[RECORDS FOR THE TASK Boundary: Start]

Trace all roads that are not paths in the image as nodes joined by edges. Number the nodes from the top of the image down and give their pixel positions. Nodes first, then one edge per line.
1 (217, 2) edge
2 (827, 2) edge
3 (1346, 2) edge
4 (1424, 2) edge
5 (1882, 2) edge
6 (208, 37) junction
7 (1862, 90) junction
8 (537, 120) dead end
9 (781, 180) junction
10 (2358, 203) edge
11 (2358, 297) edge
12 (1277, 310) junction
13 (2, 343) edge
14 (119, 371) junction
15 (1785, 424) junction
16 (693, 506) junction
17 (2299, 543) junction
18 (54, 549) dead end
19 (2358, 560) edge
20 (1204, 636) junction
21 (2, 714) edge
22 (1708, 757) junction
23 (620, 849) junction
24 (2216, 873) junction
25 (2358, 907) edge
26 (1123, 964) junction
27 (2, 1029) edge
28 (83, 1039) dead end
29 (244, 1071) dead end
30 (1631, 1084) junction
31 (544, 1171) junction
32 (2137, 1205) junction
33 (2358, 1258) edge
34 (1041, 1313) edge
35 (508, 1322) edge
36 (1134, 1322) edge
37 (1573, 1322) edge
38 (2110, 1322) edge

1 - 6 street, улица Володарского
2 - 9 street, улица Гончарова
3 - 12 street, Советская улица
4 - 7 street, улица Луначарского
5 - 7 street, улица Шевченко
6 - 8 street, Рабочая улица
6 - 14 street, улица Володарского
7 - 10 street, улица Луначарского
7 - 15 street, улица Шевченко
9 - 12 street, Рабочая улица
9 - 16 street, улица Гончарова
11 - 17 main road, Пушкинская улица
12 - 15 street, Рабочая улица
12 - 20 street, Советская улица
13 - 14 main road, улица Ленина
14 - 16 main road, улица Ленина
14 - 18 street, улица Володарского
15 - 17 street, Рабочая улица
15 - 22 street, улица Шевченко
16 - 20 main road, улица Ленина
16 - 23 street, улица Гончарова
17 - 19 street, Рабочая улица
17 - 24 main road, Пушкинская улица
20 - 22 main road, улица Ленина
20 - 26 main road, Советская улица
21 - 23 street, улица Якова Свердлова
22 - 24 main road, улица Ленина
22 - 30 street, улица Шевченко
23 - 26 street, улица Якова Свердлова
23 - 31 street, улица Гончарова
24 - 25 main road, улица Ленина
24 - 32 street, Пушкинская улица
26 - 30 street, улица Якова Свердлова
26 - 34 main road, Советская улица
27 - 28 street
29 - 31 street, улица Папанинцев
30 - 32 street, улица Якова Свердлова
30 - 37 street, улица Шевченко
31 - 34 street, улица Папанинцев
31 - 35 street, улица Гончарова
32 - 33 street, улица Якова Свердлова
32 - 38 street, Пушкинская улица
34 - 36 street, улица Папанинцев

[RECORDS FOR THE TASK Boundary: End]

WHAT IS EXPECTED - Count how many lines in the data above hold "Володарского", and give that number by itself.

RESULT BELOW - 3